The name of a mathematical object is a word or phrase in math English used to identify an object. A name plays the same role that symbolic terms play in the symbolic language.

## Sources of names

### Suggestive English words

A suggestive name is a a common English word or phrase, chosen to suggest its meaning. This means it is a metaphor.

 In none of these cases is the metaphorical meaning exactly suitable to be the mathe­matical definition.

#### Examples

• "Curve", "point", "line", "slope", "circle" and many other English words are used in elementary math with precise meanings that sort of fit their everyday meanings.
• Connected subspace (of a topological space). When you draw a picture of a connected set it looks connected.
• "Set" suggests a collection of things and provides a reasonable metaphor for its mathe­matical meaning. Both the abstractmath article on sets and the Wikipedia article on sets give you insight on why this metaphor cannot be entirely accurate.
• A field in the sense of vector field looks like a plowed farmer's field. Maybe contour plowing, but still...

### Random English words

Most English words used in math are not suggestive. They are either chosen at random or were intended to suggest something but misfired in some way.

 The concept of group was one of the earliest mathe­matical concepts des­cribed as a set-with-structure. I believe that a group was origi­nally referred to as a "group of trans­forma­tions". May­be that phrase got shortened to "group" without anyone realizing what a disas­trous met­a­phor it caused.
• A group is a collection of math objects with a binary operation defined on it subject to certain constraints. The binary operation is much more impor­tant than the underlying set! To a non-mathe­matician, a "group" is essentially what a mathe­matician calls a "set".
• A field in the algebraic sense is a structure which is not in any way suggested by the word "field". The German word for field in this sense is "Körper", which means "body". That is about as bad as "group", and I suspect it was motivated in much the same way. The name "Körper" may be due to Dedekind. I don't know who to blame for "field".

### Person’s name

A concept may be named after a person.

#### Examples

I have no idea why "Riemann" gets an ending when it is a manifold but not when it is a surface.

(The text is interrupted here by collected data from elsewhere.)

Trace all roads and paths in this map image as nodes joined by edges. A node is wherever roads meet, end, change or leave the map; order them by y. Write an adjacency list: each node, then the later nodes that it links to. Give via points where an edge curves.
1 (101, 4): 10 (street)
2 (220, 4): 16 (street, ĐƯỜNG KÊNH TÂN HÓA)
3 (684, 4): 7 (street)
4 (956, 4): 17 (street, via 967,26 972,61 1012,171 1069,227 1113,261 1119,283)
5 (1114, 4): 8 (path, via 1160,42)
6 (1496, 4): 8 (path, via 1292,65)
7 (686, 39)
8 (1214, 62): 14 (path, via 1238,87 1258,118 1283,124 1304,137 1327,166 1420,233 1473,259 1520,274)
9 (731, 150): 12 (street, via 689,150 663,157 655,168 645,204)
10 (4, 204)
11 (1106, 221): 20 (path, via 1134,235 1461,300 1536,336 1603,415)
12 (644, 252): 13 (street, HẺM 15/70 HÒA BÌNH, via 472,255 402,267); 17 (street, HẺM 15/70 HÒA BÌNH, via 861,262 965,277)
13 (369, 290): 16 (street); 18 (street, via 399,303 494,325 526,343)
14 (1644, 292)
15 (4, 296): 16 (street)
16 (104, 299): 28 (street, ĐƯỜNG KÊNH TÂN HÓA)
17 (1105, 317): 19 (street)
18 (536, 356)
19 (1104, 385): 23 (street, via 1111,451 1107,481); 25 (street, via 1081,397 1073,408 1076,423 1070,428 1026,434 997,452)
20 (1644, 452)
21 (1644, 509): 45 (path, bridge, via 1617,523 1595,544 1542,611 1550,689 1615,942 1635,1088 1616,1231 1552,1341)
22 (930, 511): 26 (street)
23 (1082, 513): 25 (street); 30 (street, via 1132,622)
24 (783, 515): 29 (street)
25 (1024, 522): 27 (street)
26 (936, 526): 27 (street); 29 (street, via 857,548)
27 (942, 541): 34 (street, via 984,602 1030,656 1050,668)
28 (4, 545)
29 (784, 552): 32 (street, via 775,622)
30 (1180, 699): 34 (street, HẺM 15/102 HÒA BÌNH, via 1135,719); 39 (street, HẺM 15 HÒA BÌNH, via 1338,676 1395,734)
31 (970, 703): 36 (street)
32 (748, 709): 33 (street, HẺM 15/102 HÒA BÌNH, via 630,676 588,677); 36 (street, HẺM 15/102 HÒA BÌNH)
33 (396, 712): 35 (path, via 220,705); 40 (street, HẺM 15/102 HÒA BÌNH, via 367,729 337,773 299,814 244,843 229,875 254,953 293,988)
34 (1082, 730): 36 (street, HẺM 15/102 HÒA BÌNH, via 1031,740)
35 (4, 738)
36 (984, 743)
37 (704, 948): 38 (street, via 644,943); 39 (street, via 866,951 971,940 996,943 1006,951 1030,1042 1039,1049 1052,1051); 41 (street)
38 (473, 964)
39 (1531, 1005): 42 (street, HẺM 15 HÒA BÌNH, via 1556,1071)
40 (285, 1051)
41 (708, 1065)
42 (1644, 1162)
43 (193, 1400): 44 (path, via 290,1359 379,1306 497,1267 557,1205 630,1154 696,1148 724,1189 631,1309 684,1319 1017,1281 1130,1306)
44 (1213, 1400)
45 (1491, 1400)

Some names are made up in a random way, not based on any other language. Googol is an example.

### Named after symbol

A mathematical object may be named by the typographical symbol(s) used to denote it. This is used both formally and in on-the-fly references.

#### Examples

Some objects have standard names that are single letters (Greek or Roman), such as $e$, $i$ and $\pi$. There is much more about this in Alphabets.

Be warned that any letter can be given another definition. $\pi$ is also used to name a projection, $i$ is commonly used as an index, and $e$ means energy in physics.

### Synecdoche

A synecdoche is a name of part of something that is used as a name for the whole thing.

 The Tochar­ians appear to have called a cart by their word for wheel several thousand years ago. See the blog post by Don Ringe.

### Names from other languages

 I enjoy finding out about etymol­ogies, but I concede that knowing an ety­mol­ogy doesn't help you very much in under­standing the math.

In English, many technical names are borrowed from other languages. It may be difficult to determine what the meaning in the old language has to do with the mathematical meaning.

#### Examples

• Matrix. This is the Latin word for "uterus". I suppose the analogy is with "container".
• Parabola. "Parabola" is a word borrowed from Greek in late Latin, meaning something like "comparison". The parabola $y=x^2$ "compares" a number with its square: it curves upward because the area of a square grows faster than the length of its side. "Parable" is from the same word.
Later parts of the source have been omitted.